The Defendants move to strike based on the court’s “authority to strike pleadings ‘not filed in conformity with its prior ruling.’” Memo, p.4. Yet the Defendants do not dispute that the document in question was never filed. It is not part of the record. It is not a part of any proceedings before the Court. There is therefore nothing to strike. There is no cause to move to strike. The move to strike is nonsensical.
The Defendants claim Plaintiff seeks to harass them in his attempt to identify the DOE Defendants. Considering that they are represented by an accomplished attorney very highly rated by his peers, facing an unrepresented party holding no formal legal qualification whatsoever, this is not only a preposterous argument, it is moreover disingenuous at best: as if Plaintiff would know enough about legal tactics to even think to craft such a stratagem. It is all he can do to simply follow the Rules of Court to the best of his ability, and to attempt to draft persuasive briefs, now at the appellate level, that might have any hope of countering some of the most talented legal minds in the State of California. He certainly does not under any circumstances expect the Court to exempt him from its rules, procedures and the law; he however also does not expect defense counsel to baselessly accuse him of tactics of harassment, delay and confusion for which he does not even begin to have the slightest idea how to put into action, and with which, if he somehow possibly did, he would not dare test this Court’s patience.
B. Plaintiff did not violate the stay order
The Defendants contend that, “in direct violation of the stay order plaintiff...served a purported amended complaint…” Memo, p.1, 1. There is no basis for such a statement. No amended complaint has been filed in this Court. It was rejected and returned. It is neither a part of the record nor of any proceedings before this Court.
C. The stay order concerns claims remaining in this action, all of which the Court ruled arbitrable; claims against the DOE Defendants Plaintiff seeks to identify are inarbitrable and therefore at the discretion of the Court may be severed
At the consolidated hearings of March 13, the Court dismissed claims against the Individual Defendants. Those claims, which are not arbitrable, are now pending appeal. Indeed, those defendants have at no time argued that claims against them could possibly be subjected to arbitration. Likewise, claims against the DOE Defendants are not subject to arbitration. California Code of Civil Procedure §1281.4 provides:
“If the issue which is the controversy subject to arbitration is severable, the stay may be with respect to that issue only.”

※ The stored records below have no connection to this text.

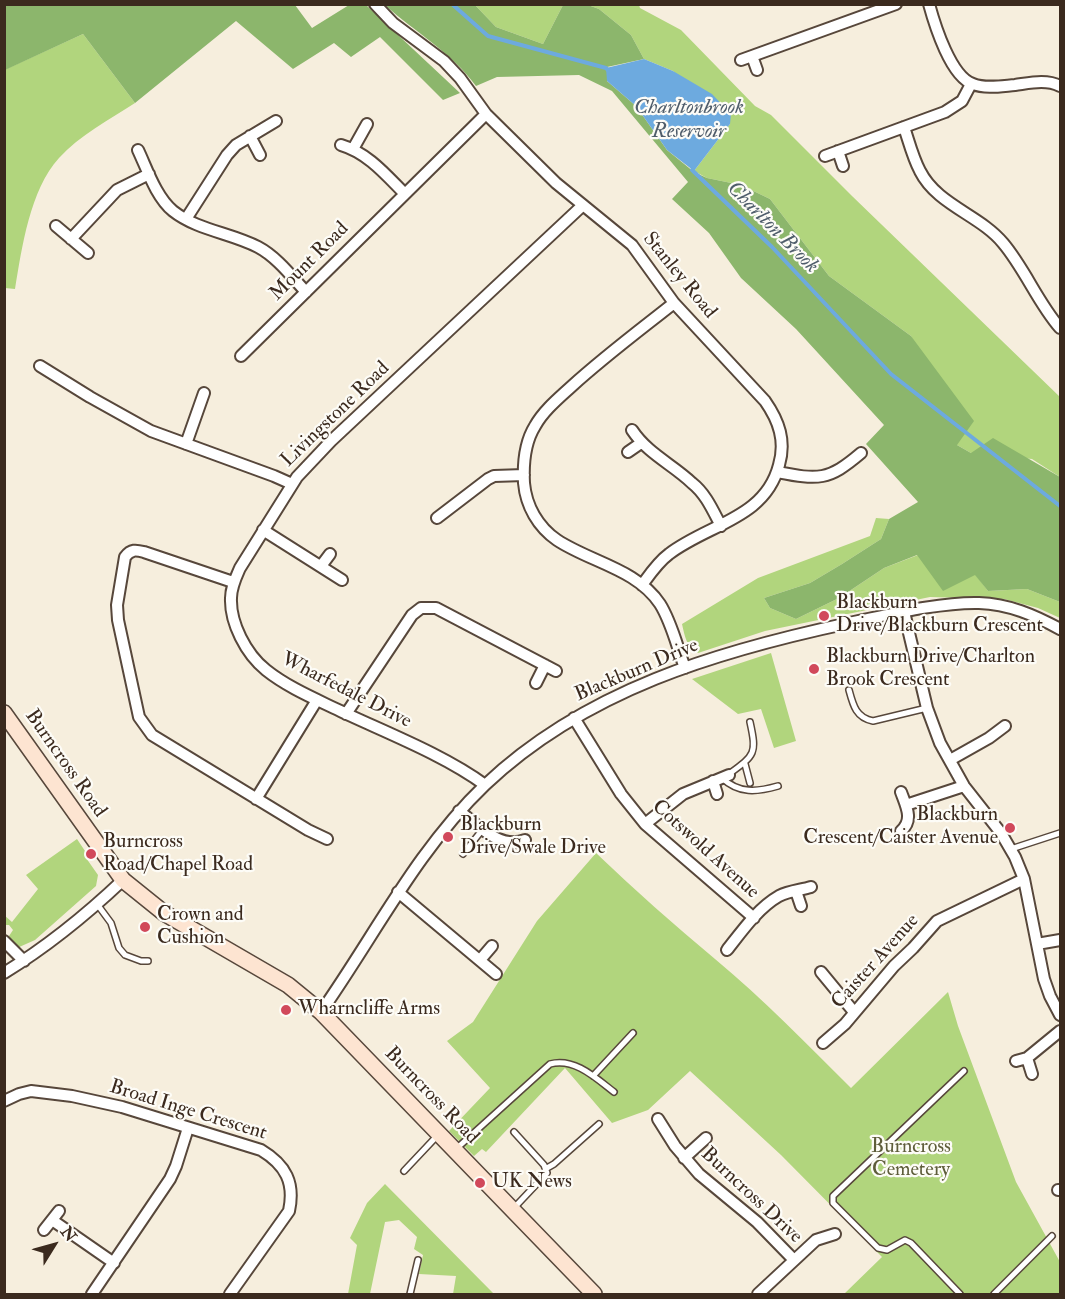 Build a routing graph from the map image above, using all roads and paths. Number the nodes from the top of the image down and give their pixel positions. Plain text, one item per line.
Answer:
1 (375, 4) edge
2 (896, 4) edge
3 (930, 4) edge
4 (752, 57) junction
5 (741, 60) dead end
6 (757, 70) dead end
7 (971, 84) junction
8 (1060, 86) edge
9 (486, 114) junction
10 (276, 121) dead end
11 (367, 124) dead end
12 (904, 127) junction
13 (250, 136) junction
14 (341, 145) dead end
15 (354, 148) junction
16 (138, 150) dead end
17 (838, 151) junction
18 (260, 155) dead end
19 (825, 156) dead end
20 (843, 166) dead end
21 (149, 174) junction
22 (405, 194) junction
23 (582, 206) junction
24 (186, 219) junction
25 (56, 226) dead end
26 (71, 239) junction
27 (88, 253) dead end
28 (306, 292) junction
29 (674, 303) junction
30 (1060, 327) edge
31 (241, 356) dead end
32 (40, 366) dead end
33 (204, 393) dead end
34 (632, 430) dead end
35 (640, 443) junction
36 (186, 444) junction
37 (628, 452) dead end
38 (861, 453) dead end
39 (777, 472) junction
40 (524, 475) junction
41 (292, 484) junction
42 (437, 518) dead end
43 (721, 526) junction
44 (263, 530) junction
45 (330, 554) dead end
46 (321, 566) junction
47 (342, 580) dead end
48 (233, 582) junction
49 (642, 585) junction
50 (904, 612) junction
51 (1060, 628) edge
52 (546, 665) junction
53 (685, 668) junction
54 (556, 671) dead end
55 (536, 683) dead end
56 (849, 690) dead end
57 (317, 700) junction
58 (927, 708) junction
59 (4, 713) edge
60 (346, 714) junction
61 (574, 718) junction
62 (750, 722) dead end
63 (1005, 726) dead end
64 (950, 760) junction
65 (745, 764) junction
66 (721, 778) junction
67 (750, 783) dead end
68 (485, 785) junction
69 (778, 786) dead end
70 (964, 786) junction
71 (901, 792) dead end
72 (717, 794) dead end
73 (256, 799) junction
74 (906, 805) junction
75 (459, 812) junction
76 (645, 824) junction
77 (483, 829) junction
78 (901, 831) dead end
79 (1060, 833) edge
80 (327, 838) dead end
81 (525, 840) dead end
82 (1010, 849) junction
83 (463, 854) dead end
84 (1024, 879) junction
85 (123, 880) junction
86 (811, 887) dead end
87 (796, 891) junction
88 (398, 892) junction
89 (98, 904) junction
90 (801, 906) dead end
91 (754, 918) junction
92 (1060, 940) edge
93 (4, 941) edge
94 (1037, 944) junction
95 (492, 946) dead end
96 (727, 950) dead end
97 (480, 960) junction
98 (24, 961) junction
99 (148, 961) dead end
100 (821, 972) dead end
101 (4, 973) edge
102 (496, 974) dead end
103 (321, 1012) junction
104 (854, 1012) junction
105 (1060, 1015) edge
106 (1060, 1031) edge
107 (633, 1034) dead end
108 (823, 1043) dead end
109 (1028, 1058) junction
110 (1016, 1061) dead end
111 (964, 1071) dead end
112 (1032, 1074) dead end
113 (593, 1076) junction
114 (614, 1092) dead end
115 (4, 1101) edge
116 (658, 1119) dead end
117 (599, 1124) dead end
118 (188, 1128) junction
119 (514, 1132) dead end
120 (438, 1135) junction
121 (706, 1138) dead end
122 (454, 1150) junction
123 (684, 1158) junction
124 (547, 1168) junction
125 (404, 1171) dead end
126 (512, 1210) junction
127 (44, 1230) dead end
128 (835, 1233) dead end
129 (1052, 1236) dead end
130 (418, 1260) dead end
131 (794, 1260) junction
132 (114, 1263) junction
133 (92, 1294) edge
134 (230, 1294) edge
135 (410, 1294) edge
136 (594, 1294) edge
137 (758, 1294) edge
138 (960, 1294) edge
139 (994, 1294) edge

1 - 9 street, Stanley Road
2 - 4 street
3 - 7 street
4 - 5 street
4 - 6 street
7 - 8 street
7 - 12 street
9 - 22 street, Mount Road
9 - 23 street, Stanley Road
10 - 13 street
11 - 15 street
12 - 17 street
12 - 30 street
13 - 18 street
13 - 24 street
14 - 15 street
15 - 22 street
16 - 21 street
17 - 19 street
17 - 20 street
21 - 24 street
21 - 26 street
22 - 28 street, Mount Road
23 - 29 street, Stanley Road
23 - 41 street, Livingstone Road
24 - 28 street
25 - 26 street
26 - 27 street
28 - 31 street, Mount Road
29 - 39 street, Stanley Road
29 - 40 street
32 - 36 street, Livingstone Road
33 - 36 street
34 - 35 street
35 - 37 street
35 - 43 street
36 - 41 street, Livingstone Road
38 - 39 street
39 - 43 street, Stanley Road
40 - 42 street
40 - 49 street
41 - 44 street, Wharfedale Drive
43 - 49 street, Stanley Road
44 - 46 street
44 - 48 street, Wharfedale Drive
45 - 46 street
46 - 47 street
48 - 57 street, Wharfedale Drive
48 - 73 street
49 - 53 street
50 - 51 street, Blackburn Drive
50 - 53 street, Blackburn Drive
50 - 58 street
52 - 54 street
52 - 55 street
52 - 60 street
53 - 61 street, Blackburn Drive
56 - 58 lane
57 - 60 street, Wharfedale Drive
57 - 73 street
58 - 64 street
59 - 85 main road, Burncross Road
60 - 68 street, Wharfedale Drive
61 - 68 street, Blackburn Drive
61 - 76 street, Cotswold Avenue
62 - 65 lane
63 - 64 street
64 - 70 street
65 - 66 lane
65 - 67 lane
66 - 69 lane
66 - 72 street
66 - 76 street
68 - 75 street, Blackburn Drive
70 - 74 street
70 - 82 street
71 - 74 street
73 - 80 street
74 - 78 street
75 - 77 street
75 - 88 street, Blackburn Drive
76 - 91 street, Cotswold Avenue
77 - 81 street
77 - 83 lane
79 - 82 lane
82 - 84 street
84 - 94 street
84 - 104 street, Caister Avenue
85 - 89 street
85 - 103 main road, Burncross Road
86 - 87 street, Cotswold Avenue
87 - 90 street
87 - 91 street, Cotswold Avenue
88 - 97 street
88 - 103 street, Blackburn Drive
89 - 98 street
89 - 99 lane
91 - 96 street, Cotswold Avenue
92 - 94 street
93 - 98 street
94 - 105 street
95 - 97 street
97 - 102 street
98 - 101 street
100 - 104 street
103 - 120 main road, Burncross Road
104 - 108 street, Caister Avenue
106 - 109 street
107 - 113 lane
109 - 110 street
109 - 112 street
111 - 138 lane
113 - 114 lane
113 - 122 lane
115 - 118 street, Broad Inge Crescent
116 - 123 street, Burncross Drive
117 - 124 lane
118 - 132 street
118 - 134 street, Broad Inge Crescent
119 - 124 lane
120 - 122 main road, Burncross Road
120 - 125 lane
121 - 123 street, Burncross Drive
122 - 126 main road, Burncross Road
123 - 131 street, Burncross Drive
124 - 126 lane
126 - 136 main road, Burncross Road
127 - 132 street
128 - 131 street, Burncross Drive
129 - 139 lane
130 - 135 lane
131 - 137 street, Burncross Drive
132 - 133 street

When the Court issued the order to stay, it did so after having ruled that the non-arbitrable claims were dismissed. Plaintiff understands that the Court stayed all proceedings because at that time all remaining proceedings were subject to the jurisdiction of NASD arbitration. However, if Plaintiff’s claims against the Individual Defendants Christopher Rea/Trading Places and Philip Berber, now dismissed but pending appellate review, are remanded to this Court, then it would be within the Court’s discretion to limit the stay so that it would not apply to those claims, which are non-arbitrable and thus severed from the claims ordered to arbitration, which are also now pending appellate review. Claims against the DOE Defendants, previously named but not identified, are likewise not subject to arbitration, severable and therefore within the Court’s discretion to sever from the stay.
Contrary to Defendants’ bald assertion that Plaintiff is “in direct violation” of the stay order as a result of the attempted filing of an amended complaint identifying previously sued but unidentified defendants, he has done no such thing. The amended complaint, which was never filed, was not directed at the Defendants; it was directed at the DOE Defendants. Furthermore, it would not be equitable for the Court to disallow Plaintiff identifying the DOE Defendants at this time. Should he be barred from doing so pending arbitration, he would risk losing claims against them due to the applicable statute of limitation.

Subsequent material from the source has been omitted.